Client
This collaboration between Ghent University and Sunthetics focused on optimizing categorical variables in a complex Suzuki-Miyaura cross-coupling. The joint team aimed to compare the predictive power and resource efficiency of SuntheticsML with traditional high-throughput experimentation (HTE).
Challenge
- Determine the best-performing catalyst, base, and solvent combination from a large pool of categorical options.
- Handle high dimensionality in experimental design without requiring parameterization.
- Reduce the resource cost and scale of traditional HTE workflows, which demand hundreds of reactions and significant infrastructure.
Goal
- Achieve or surpass the performance of HTE using significantly fewer experiments.
- Demonstrate that ML can efficiently optimize categorical variables without prior assumptions or encoding.
- Reveal non-intuitive variables of influence to inform future R&D strategy.
Approach & Solution
- Used SuntheticsML’s proprietary Supervised + Active Learning (SL + AL) framework.
- No one-hot encoding or parameter mapping was needed—true categorical optimization was performed directly.
- Each ML seed (5 total) started from 36 randomly selected experiments (out of 768).

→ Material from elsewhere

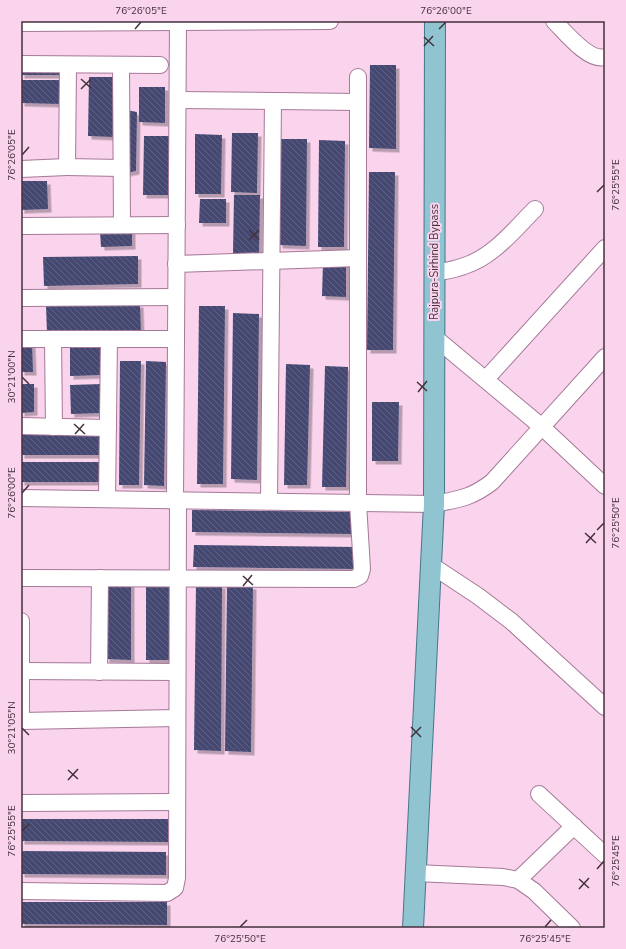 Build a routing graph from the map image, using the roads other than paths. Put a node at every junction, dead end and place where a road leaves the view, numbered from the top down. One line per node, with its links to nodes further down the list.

- At each iteration, SuntheticsML suggested 6 experiments:
- 5 predicted optimal points
- 1 exploratory point for model refinement
- The experiment recommendations adapted dynamically as performance data improved.
Results & Metrics
- Traditional HTE:
- Required 768 experiments to map the full design space.
- SuntheticsML outcomes:
- Average performance:
- 6 iterations, 72 experiments, 91% experiment reduction
- Best performance:
- 2 iterations, 48 experiments, 94% experiment reduction
- Worst case:
- 9 iterations, 84 experiments, 89% reduction
- Speed to optimum:
- Reached the same global maximum as HTE with a fraction of the cost and time.
- Insight from variable importance analysis:
- Contrary to expectation, base selection had the largest influence on reaction yield.
- Solvent and catalyst changes had significantly less predictive weight, shifting future optimization priorities.
The Sunthetics Edge
"This study shows why categoricals don’t have to be the bottleneck. With SuntheticsML, turned a 768-experiment challenge into a 48-experiment solution—without sacrificing accuracy. The model revealed that base selection—not catalyst or solvent—was the key driver of performance. That’s the kind of insight you don’t get from brute force."
Key Takeaways
- 94% fewer experiments than HTE, with equivalent outcomes.
- Optimizes true categorical variables without any transformation—no parameterization required.
- Identified base as the key driver of reaction yield, challenging conventional assumptions.
- Works with small data—just 36 random starting points were enough to converge on the optimum.
- Rapid iteration cycles (as few as 2 needed) accelerate discovery and reduce costs.